◆ Try it: Where the records below show the word "numbered" in a line, please copy that line.

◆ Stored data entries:
• • •

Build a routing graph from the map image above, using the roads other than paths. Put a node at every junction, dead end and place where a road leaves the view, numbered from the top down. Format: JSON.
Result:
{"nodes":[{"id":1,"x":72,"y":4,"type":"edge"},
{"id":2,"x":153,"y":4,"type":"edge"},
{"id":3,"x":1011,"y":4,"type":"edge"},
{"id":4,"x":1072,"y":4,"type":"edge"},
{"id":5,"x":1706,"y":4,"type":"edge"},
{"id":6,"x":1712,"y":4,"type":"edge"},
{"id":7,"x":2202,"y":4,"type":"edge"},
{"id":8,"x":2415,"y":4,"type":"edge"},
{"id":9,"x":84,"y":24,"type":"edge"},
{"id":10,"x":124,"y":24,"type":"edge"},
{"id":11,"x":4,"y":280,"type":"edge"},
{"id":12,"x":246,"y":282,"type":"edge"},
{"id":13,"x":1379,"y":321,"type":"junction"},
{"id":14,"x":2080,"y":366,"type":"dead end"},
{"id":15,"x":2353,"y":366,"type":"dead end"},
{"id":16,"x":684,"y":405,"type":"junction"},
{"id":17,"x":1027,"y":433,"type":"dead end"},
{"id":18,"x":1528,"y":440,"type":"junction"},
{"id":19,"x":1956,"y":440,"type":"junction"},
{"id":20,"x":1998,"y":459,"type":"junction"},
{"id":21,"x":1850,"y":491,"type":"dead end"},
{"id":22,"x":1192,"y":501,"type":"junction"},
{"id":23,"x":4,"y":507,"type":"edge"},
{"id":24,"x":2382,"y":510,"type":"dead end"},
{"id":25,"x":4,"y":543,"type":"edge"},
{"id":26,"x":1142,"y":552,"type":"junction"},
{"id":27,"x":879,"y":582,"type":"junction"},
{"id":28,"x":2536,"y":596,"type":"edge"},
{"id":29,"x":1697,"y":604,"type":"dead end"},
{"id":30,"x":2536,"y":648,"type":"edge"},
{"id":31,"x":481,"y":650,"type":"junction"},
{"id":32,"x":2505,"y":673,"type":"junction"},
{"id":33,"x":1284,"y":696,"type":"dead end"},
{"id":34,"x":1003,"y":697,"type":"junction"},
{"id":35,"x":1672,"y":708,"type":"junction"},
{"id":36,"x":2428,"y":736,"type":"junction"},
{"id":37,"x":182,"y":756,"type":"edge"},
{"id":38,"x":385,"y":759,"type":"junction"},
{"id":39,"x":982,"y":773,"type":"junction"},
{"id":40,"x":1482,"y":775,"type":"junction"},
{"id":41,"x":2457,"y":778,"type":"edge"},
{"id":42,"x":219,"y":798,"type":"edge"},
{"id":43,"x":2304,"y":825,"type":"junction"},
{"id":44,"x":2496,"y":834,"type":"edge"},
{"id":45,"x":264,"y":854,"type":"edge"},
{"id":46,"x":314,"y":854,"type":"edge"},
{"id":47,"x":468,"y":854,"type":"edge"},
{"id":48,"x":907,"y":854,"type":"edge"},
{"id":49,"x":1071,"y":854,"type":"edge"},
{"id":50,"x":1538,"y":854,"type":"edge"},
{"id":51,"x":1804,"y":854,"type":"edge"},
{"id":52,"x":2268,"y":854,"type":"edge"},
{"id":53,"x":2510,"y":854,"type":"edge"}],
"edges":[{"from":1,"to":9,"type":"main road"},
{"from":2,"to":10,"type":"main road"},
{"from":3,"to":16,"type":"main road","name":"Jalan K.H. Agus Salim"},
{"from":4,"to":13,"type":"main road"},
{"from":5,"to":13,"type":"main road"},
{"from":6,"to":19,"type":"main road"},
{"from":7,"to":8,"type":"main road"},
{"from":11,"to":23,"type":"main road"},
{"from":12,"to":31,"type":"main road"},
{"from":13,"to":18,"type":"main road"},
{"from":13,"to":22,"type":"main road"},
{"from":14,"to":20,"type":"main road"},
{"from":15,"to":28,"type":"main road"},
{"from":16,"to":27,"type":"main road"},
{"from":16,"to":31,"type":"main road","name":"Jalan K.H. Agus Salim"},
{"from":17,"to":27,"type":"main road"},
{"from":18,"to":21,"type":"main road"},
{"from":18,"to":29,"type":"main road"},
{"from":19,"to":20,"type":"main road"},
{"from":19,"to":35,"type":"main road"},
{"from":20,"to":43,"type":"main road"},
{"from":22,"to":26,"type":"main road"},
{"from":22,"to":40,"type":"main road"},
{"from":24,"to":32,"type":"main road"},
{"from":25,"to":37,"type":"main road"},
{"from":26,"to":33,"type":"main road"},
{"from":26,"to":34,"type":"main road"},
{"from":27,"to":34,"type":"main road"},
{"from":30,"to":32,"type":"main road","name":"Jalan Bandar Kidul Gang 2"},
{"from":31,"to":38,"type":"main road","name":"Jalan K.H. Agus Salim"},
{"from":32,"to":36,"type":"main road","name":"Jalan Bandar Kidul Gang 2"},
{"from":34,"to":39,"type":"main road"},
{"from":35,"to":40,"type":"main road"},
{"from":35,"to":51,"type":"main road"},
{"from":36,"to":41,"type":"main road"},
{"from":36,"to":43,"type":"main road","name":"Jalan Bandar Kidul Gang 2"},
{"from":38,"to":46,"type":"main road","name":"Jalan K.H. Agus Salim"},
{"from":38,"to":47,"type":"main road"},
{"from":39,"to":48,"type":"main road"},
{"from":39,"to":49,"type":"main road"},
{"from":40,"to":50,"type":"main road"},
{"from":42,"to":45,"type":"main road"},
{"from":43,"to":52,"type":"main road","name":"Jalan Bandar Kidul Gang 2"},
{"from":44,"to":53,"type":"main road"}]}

• • •

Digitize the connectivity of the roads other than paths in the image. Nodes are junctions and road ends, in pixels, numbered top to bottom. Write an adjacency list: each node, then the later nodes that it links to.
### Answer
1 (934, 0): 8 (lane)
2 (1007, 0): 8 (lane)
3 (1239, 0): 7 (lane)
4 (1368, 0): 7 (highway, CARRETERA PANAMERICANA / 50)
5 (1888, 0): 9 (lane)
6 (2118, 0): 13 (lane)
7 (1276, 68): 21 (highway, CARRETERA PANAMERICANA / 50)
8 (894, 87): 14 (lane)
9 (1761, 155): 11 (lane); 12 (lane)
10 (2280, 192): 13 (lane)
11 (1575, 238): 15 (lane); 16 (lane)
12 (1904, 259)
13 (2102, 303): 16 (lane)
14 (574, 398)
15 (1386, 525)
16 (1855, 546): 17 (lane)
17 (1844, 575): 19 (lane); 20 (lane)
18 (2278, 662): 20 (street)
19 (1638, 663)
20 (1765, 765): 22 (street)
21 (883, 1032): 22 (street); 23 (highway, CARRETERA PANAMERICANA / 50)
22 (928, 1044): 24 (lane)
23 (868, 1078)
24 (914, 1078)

• • •

◆ Output for this exercise:
Build a routing graph from the map image above, using the roads other than paths. Put a node at every junction, dead end and place where a road leaves the view, numbered from the top down. Format: JSON.
Digitize the connectivity of the roads other than paths in the image. Nodes are junctions and road ends, in pixels, numbered top to bottom. Write an adjacency list: each node, then the later nodes that it links to.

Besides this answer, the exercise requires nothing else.